Fico pensando, então, que, se o ser humano tende a se movimentar sonambulicamente quando não está preparado para compreender ou se posicionar diante do que o rodeia, uma das mais fortes armas a garantir o avanço do capitalismo selvagem ( e, claro, seu intrínseco colapso ) talvez seja a distração. Muitos negócios a fechar, muitas coisas a comprar, muito turismo a fazer ( Kant e Carlos Drumonnd de Andrade pouco saíram do lugar onde moravam ), muitos cuidados com o próprio corpo a empreender...
Pois não sobra tempo sequer para um pouco de contemplação, para o autoconhecimento... E bonecos, cada vez mais facilmente lançados para fora de si mesmos, a única coisa que parece restar à grande parte dos homens hoje é representar o melhor possível o “script” que lhe derem. E se deixarem lançar para... frente...

Em “O Menino do Pijama Listrado”, um dos melhores filmes de todos os tempos, a solidão de uma criança faz com que ela se volte, paralelamente, para si mesma e para o mundo. E ela se choca.
O filme é a história de sua perplexidade, ainda que não exatamente consciente, diante das inconsistências do ser humano e das estranhas ações do pai, a quem gostaria apenas de amar e admirar.
Parece que a cada vez que alguém, por escolha ou contingência, se vê consigo mesmo, é obrigado a tentar responder às únicas e verdadeiras questões da existência humana. Para as quais, ainda que jamais nos deparemos com respostas claras e definitivas, deveríamos estar permanentemente disponíveis, numa espécie mesmo de construção de nossa própria consciência...

No “bônus”, o roteirista fala sobre a possibilidade de trabalhar-se o preconceito, através da exibição desse filme nas escolas. Talvez devêssemos mesmo seguir sua orientação, pois somos uma sociedade tremendamente pre-con-cei-tu-o-sa. E o preconceito entre nós se evidencia principalmente em nossa passiva aceitação de que as diferenças entre as classes sejam simplesmente estratosféricas. Como se agíssemos e pautássemos nossas vidas previamente acreditando não haver outra maneira de ser para esse estado de coisas, e devêssemos aproveitar o fato de estarmos do lado do “conforto”.

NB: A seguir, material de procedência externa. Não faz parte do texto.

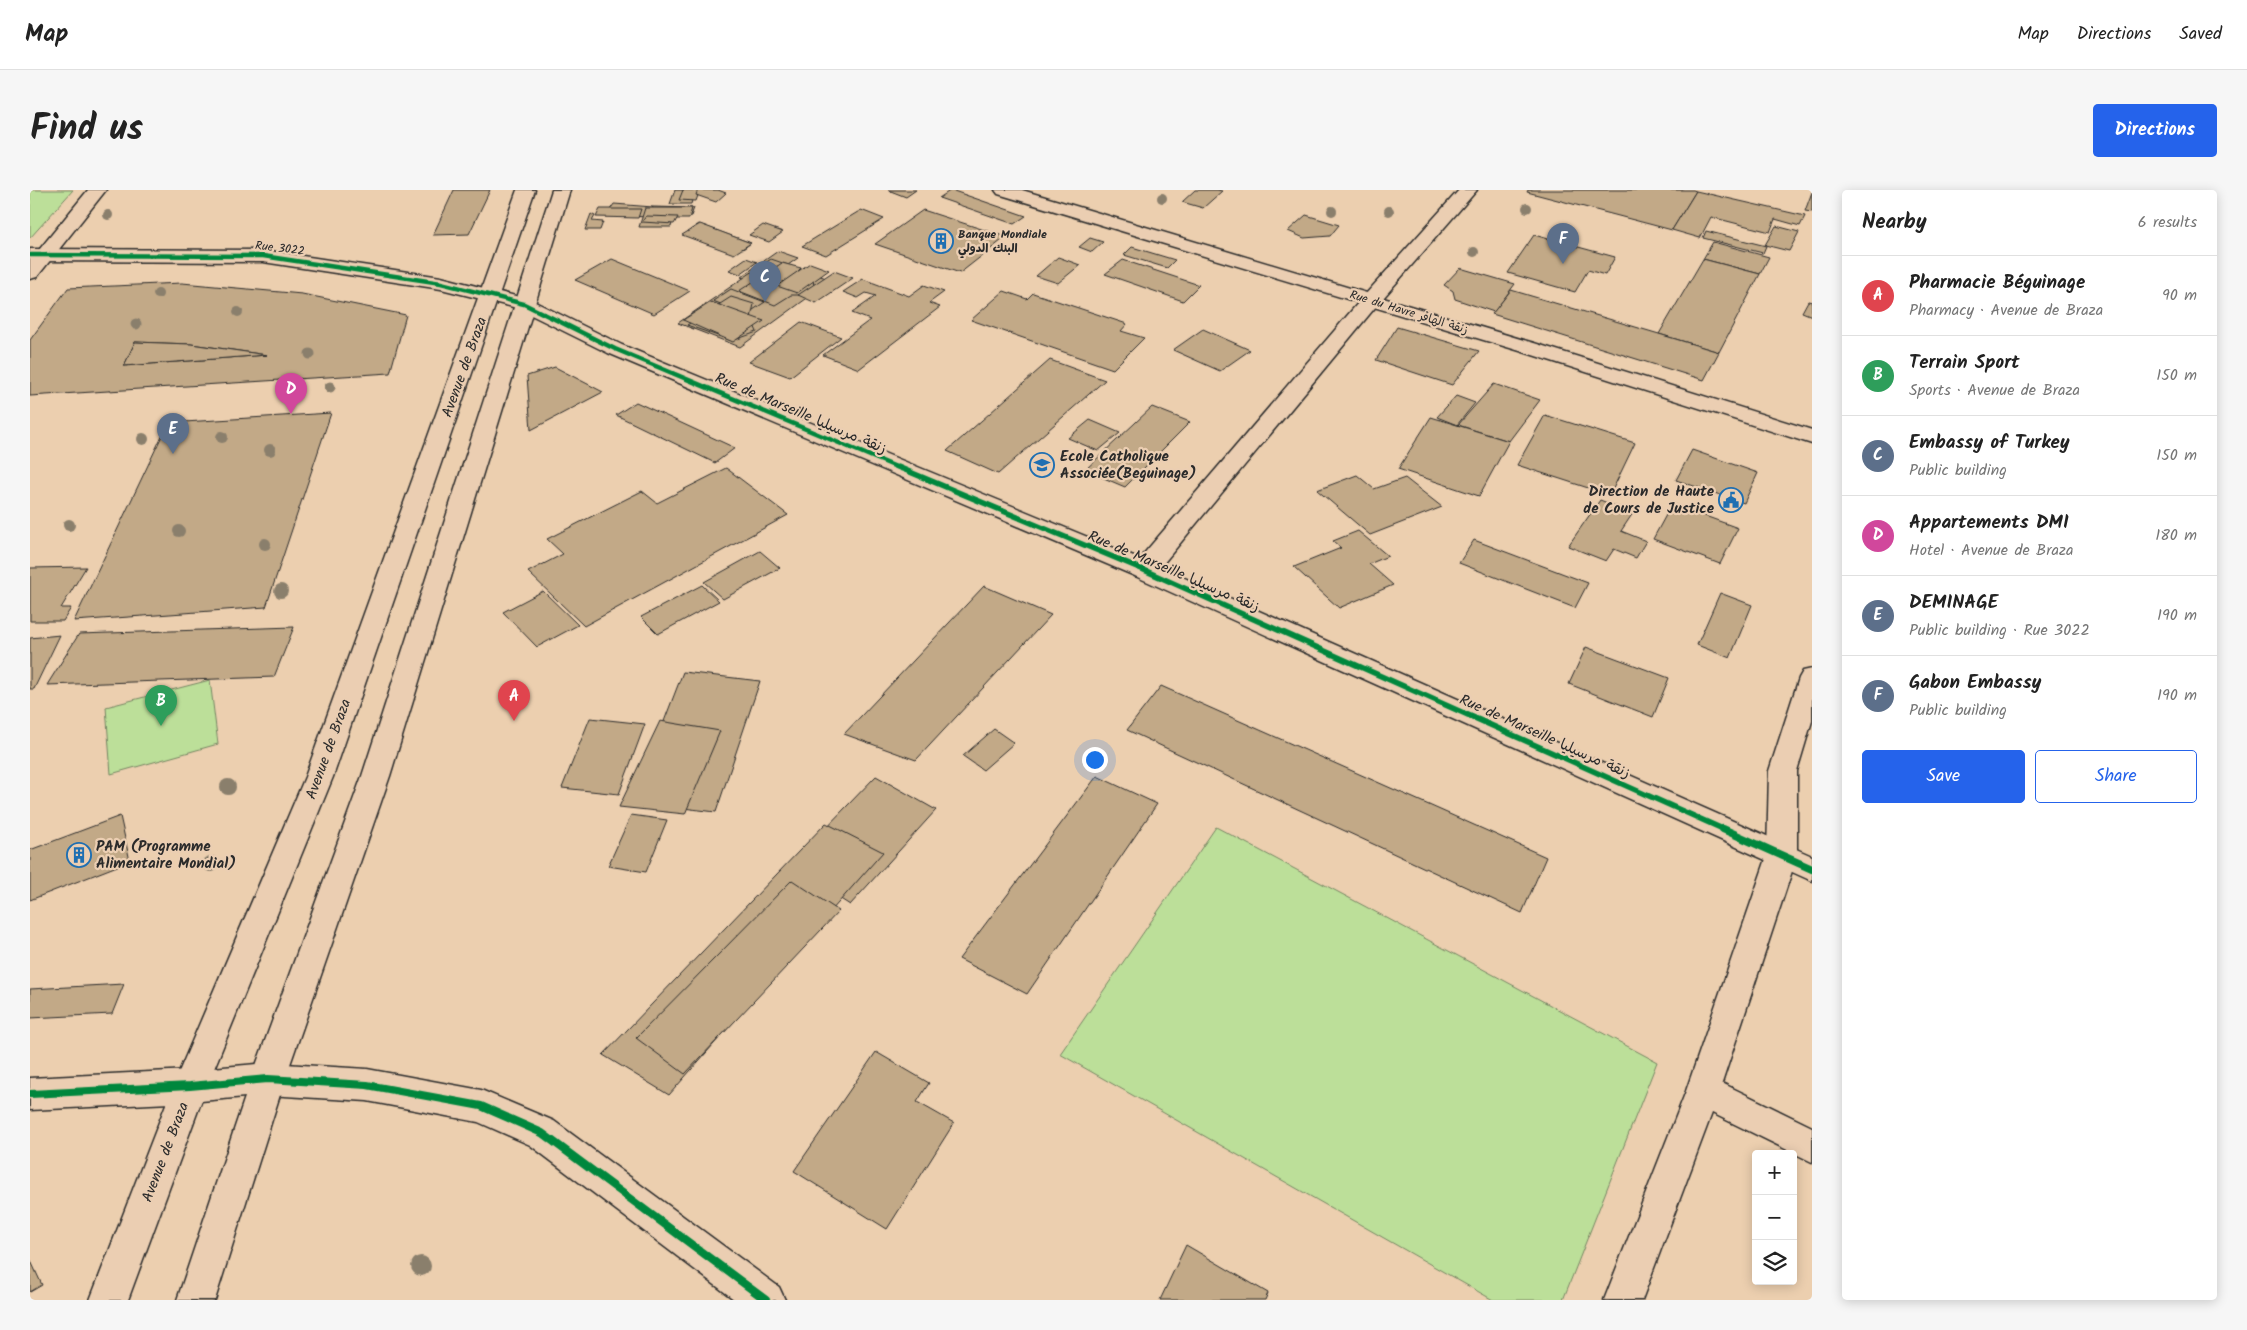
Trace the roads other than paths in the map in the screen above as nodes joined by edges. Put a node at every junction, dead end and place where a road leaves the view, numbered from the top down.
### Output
1 (97, 190) edge
2 (526, 190) edge
3 (561, 190) edge
4 (1004, 190) edge
5 (1468, 190) edge
6 (37, 255) edge
7 (30, 273) edge
8 (490, 294) junction
9 (1370, 300) junction
10 (524, 304) junction
11 (1812, 437) edge
12 (1144, 570) junction
13 (1812, 678) edge
14 (1782, 856) junction
15 (1812, 869) edge
16 (268, 1079) junction
17 (190, 1086) junction
18 (1703, 1091) junction
19 (30, 1094) edge
20 (1812, 1145) edge
21 (109, 1300) edge
22 (196, 1300) edge
23 (766, 1300) edge
24 (1623, 1300) edge

1 - 6 street
2 - 8 street, Avenue de Braza
3 - 10 street
4 - 9 street, Rue du Havre زنقة الهافر
5 - 9 street
6 - 7 street
6 - 8 street, Rue 3022
8 - 10 street, Rue 3022
8 - 17 street, Avenue de Braza
9 - 11 street, Rue du Havre زنقة الهافر
9 - 12 street
10 - 12 street, Rue de Marseille زنقة مرسيليا
10 - 16 street
12 - 14 street, Rue de Marseille زنقة مرسيليا
13 - 14 street
14 - 15 street, Rue de Marseille زنقة مرسيليا
14 - 18 street
16 - 17 street
16 - 22 street
16 - 23 street
17 - 19 street
17 - 21 street, Avenue de Braza
18 - 20 street
18 - 24 street

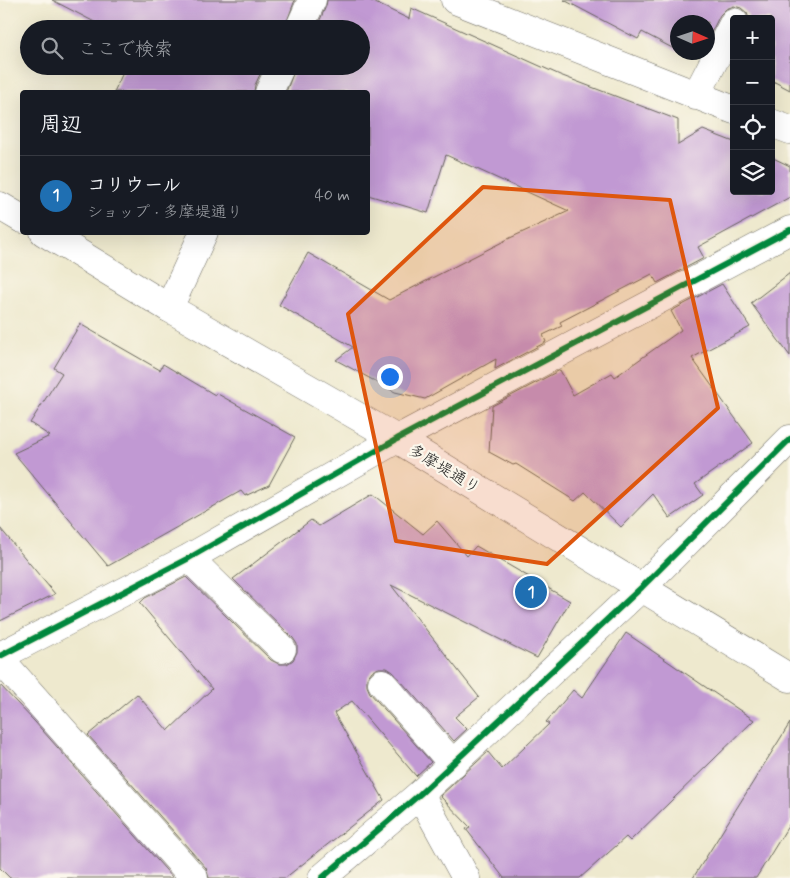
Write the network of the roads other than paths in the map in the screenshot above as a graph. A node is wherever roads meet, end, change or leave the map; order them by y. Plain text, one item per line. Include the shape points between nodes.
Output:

Quando Bruno, o pequeno filho do oficial alemão, sentindo-se em “dívida”com o amigo Shumel, resolve ajudá-lo a procurar pelo pai e, vestindo-se como o judeuzinho, cava um buraco para atravessar para o outro lado, onde acaba morrendo - de mãos dadas com o companheirinho - numa câmara de gás, pensamos: talvez seja sabendo que do outro lado também estamos nós que perderemos o medo de dizer não àquilo que nos repugna. Ou de dizer basta àquilo que, por mais bonito, cheiroso, brilhoso, gostoso ou caro não está nos satisfazendo, e tentar melhorar o mundo antes que nossos filhos, inconsciente e reativamente que seja, acabem tentando fazer isso arriscando, literal e metaforicamente, a sua ( nossa ) própria pele.
A menina, na novela, e o menino Bruno passam para o lado ao qual os seus pensam não pertencer. Boa figura para o fato de que somos enquanto humanidade essencialmente permeáveis uns aos outros, resistamos ou não a isso.
Fico a pensar sobre o quanto seria reestruturador de nossa sociedade que nossos jovens, orientados para dentro de si mesmos, se percebessem, quando fosse o caso, conscientes de que não concordam com o que fazem seus pais – imaginem o poder transformador do desprezo lúcido de um filho -, sem precisar imitar seu comportamento ou se confundir com suas vítimas.
Lembremos de que o tio da menina, na novela, não passa de um ladrão perfumado.
E a família do meninozinho, no filme, ainda que disso não tivesse consciência ( o disfarce proporcionado pelo dinheiro e pelo poder também ilude nossas elites ), era tão - e, no sentido da desumanização, até mais - vítima e fora tão privada pelo regime nazista da dignidade humana quanto aqueles que, do outro lado do arame farpado, passavam seus últimos dias em terríveis pijamas listrados.